More complex lesions were attempted in the second period compared with those lesions in first period, but both technical and clinical success rates significantly improved (87.8% to 94.4%; P=.001 and 77.6% to 89.9%; P<.001, respectively). These CTO lesions were often more visibly calcified and tortuous, longer, and had been subjected to previous unsuccessful attempts.

Researchers created a prediction score for technical failure using age ≥75 years (1 point), ostial location (1 point), and collateral filling Rentrop <2 (2 points). They named the prediction score “ORA score”—consisting of ostial location, Rentrop <2, and age. Based on these criteria, 4 difficulty groups were established: easy (0), intermediate (1), difficult (2), and very difficult (3-4). The probable success rate for each group was 95.9%, 90.6%, 87.6%, and 57.1%, respectively.

In 27.2% (n=292) of CTO procedures, a retrograde approach was performed vs 79.8% (n=233) performed as a first approach and 20.2% (n=59) after antegrade failure. Retrograde approach was more successful when it was used as a first line strategy than after a failed antegrade approach (78.0% vs 55.9%; P<.001). Nonetheless, retrograde CTO attempts had a technical success rate of 75% and a clinical success rate of 68.4%.

Since 2009, the technical success rate has improved, surpassing 90% and reaching 95.4% in 2014. The clinical success rate has also improved—from 57.7% in 2005 to 92.1% in 2014.

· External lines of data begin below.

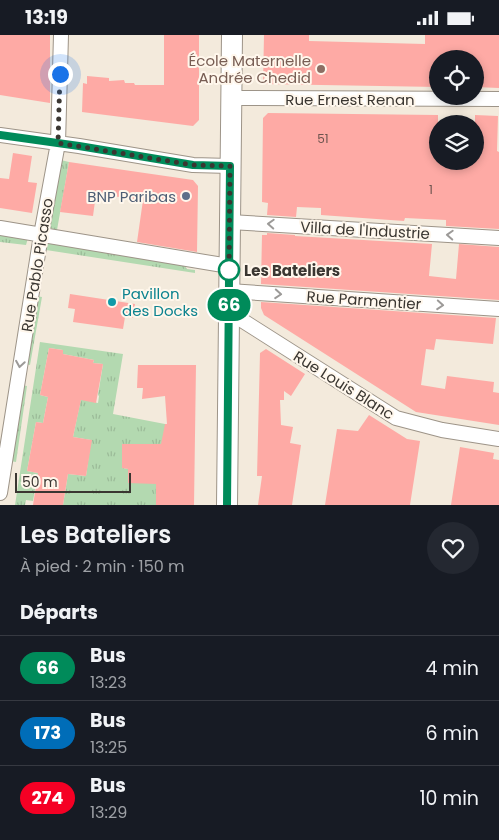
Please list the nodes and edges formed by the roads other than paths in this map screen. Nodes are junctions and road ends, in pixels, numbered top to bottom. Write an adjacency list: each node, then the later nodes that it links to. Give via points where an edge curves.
1 (61, 35): 6 (street, Rue Pablo Picasso)
2 (232, 35): 3 (main road)
3 (232, 98): 4 (street, Rue Ernest Renan); 7 (main road)
4 (499, 99)
5 (0, 135): 6 (street)
6 (58, 143): 7 (street, via 193,165); 10 (street, Rue Pablo Picasso)
7 (230, 166): 8 (main road)
8 (230, 222): 11 (street, Villa de l'Industrie, one-way to 8); 12 (main road)
9 (0, 228): 10 (street)
10 (41, 235): 12 (street); 17 (street, Rue Pablo Picasso, one-way to 17)
11 (499, 238)
12 (229, 266): 13 (main road)
13 (229, 291): 14 (street, Rue Parmentier, one-way to 14); 15 (main road)
14 (499, 309)
15 (229, 312): 16 (street, Rue Louis Blanc, via 396,418 442,430); 18 (main road)
16 (499, 439)
17 (0, 493)
18 (227, 505)

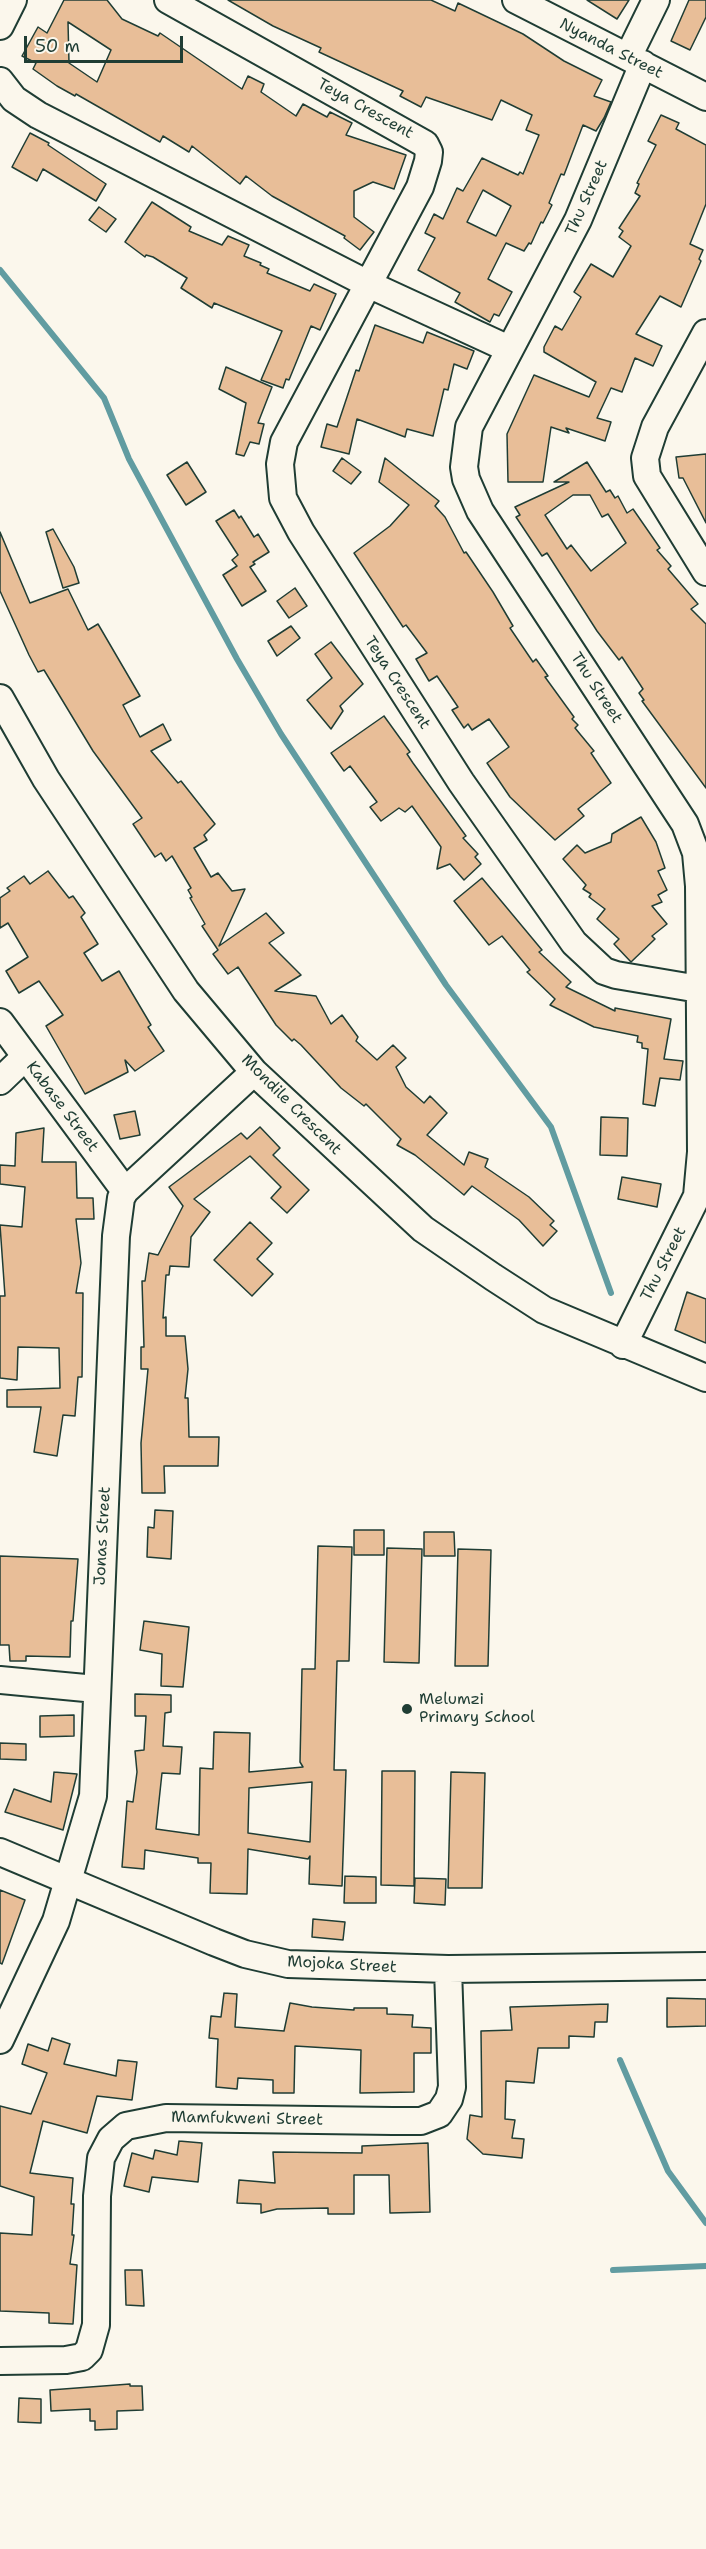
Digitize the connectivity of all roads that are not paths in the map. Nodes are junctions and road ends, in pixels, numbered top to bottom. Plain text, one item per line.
1 (13, 0) edge
2 (168, 0) edge
3 (516, 0) edge
4 (656, 0) edge
5 (0, 26) edge
6 (635, 61) junction
7 (0, 81) edge
8 (706, 98) edge
9 (368, 284) junction
10 (706, 333) edge
11 (509, 349) junction
12 (706, 572) edge
13 (0, 698) edge
14 (699, 989) junction
15 (0, 1022) edge
16 (24, 1058) junction
17 (254, 1072) junction
18 (0, 1081) edge
19 (125, 1191) junction
20 (701, 1197) edge
21 (623, 1345) junction
22 (706, 1378) edge
23 (0, 1680) edge
24 (96, 1689) junction
25 (0, 1852) edge
26 (68, 1881) junction
27 (706, 1966) edge
28 (448, 1969) junction
29 (5, 2013) edge
30 (0, 2040) edge
31 (0, 2361) edge

1 - 5 street
2 - 9 street, Teya Crescent
3 - 6 street, Nyanda Street
4 - 6 street, Thu Street
6 - 8 street, Nyanda Street
6 - 11 street, Thu Street
7 - 9 street
9 - 11 street
9 - 14 street, Teya Crescent
10 - 12 street
11 - 14 street, Thu Street
13 - 17 street, Mondile Crescent
14 - 20 street, Thu Street
15 - 16 street, Kabase Street
16 - 18 street
16 - 19 street, Kabase Street
17 - 19 street
17 - 21 street, Mondile Crescent
19 - 24 street, Jonas Street
20 - 21 street, Thu Street
21 - 22 street, Mondile Crescent
23 - 24 street
24 - 26 street, Jonas Street
25 - 26 street, Mojoka Street
26 - 28 street, Mojoka Street
26 - 29 street, Jonas Street
27 - 28 street, Mojoka Street
28 - 31 street, Mamfukweni Street
29 - 30 street, Jonas Street

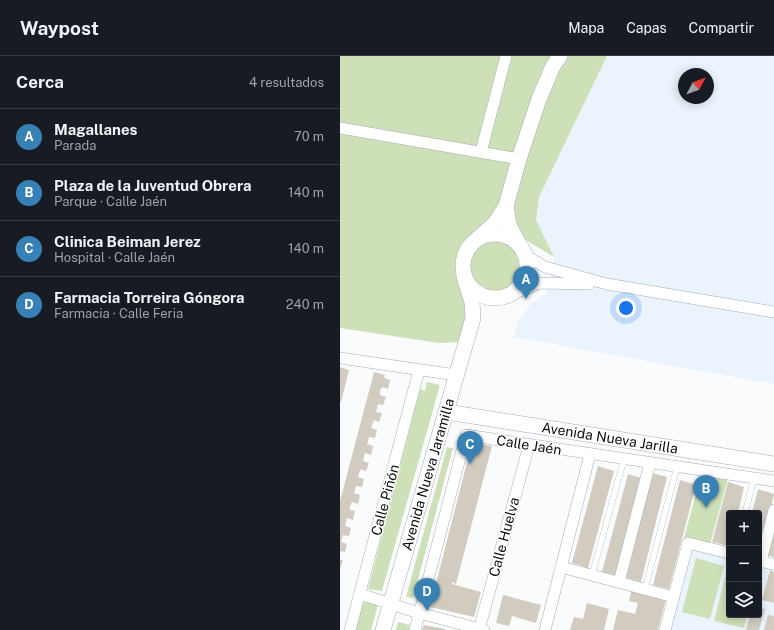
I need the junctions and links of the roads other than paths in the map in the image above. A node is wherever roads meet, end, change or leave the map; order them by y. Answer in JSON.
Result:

The study authors explained that previous interventionalist reports demonstrated the impact of a CTO operator’s experience and procedure volume on the technical and clinical success rates. “In the current study, a technical success rate superior to 90% had been achieved since the fourth year of experience, and maintained thereafter.”

“Further validation of this score in large cohorts of patients attempted by different CTO operators with different levels of expertise will be required to expand its use in CTO interventions,” they concluded.

In the future, the ORA score might also help clinicians select suitable patients for CTO intervention.

Reference

Galassi AR, Bokhris M, Azzarelli S, Castaing M, Marza F, Tomasello SD. Percutaneous coronary revascularization for chronic total occlusions: a novel predictive score of technical failure using advanced technologies. JACC Cardiovasc Interv. 2016. doi:10.1016/j.jcin.2016.01.036.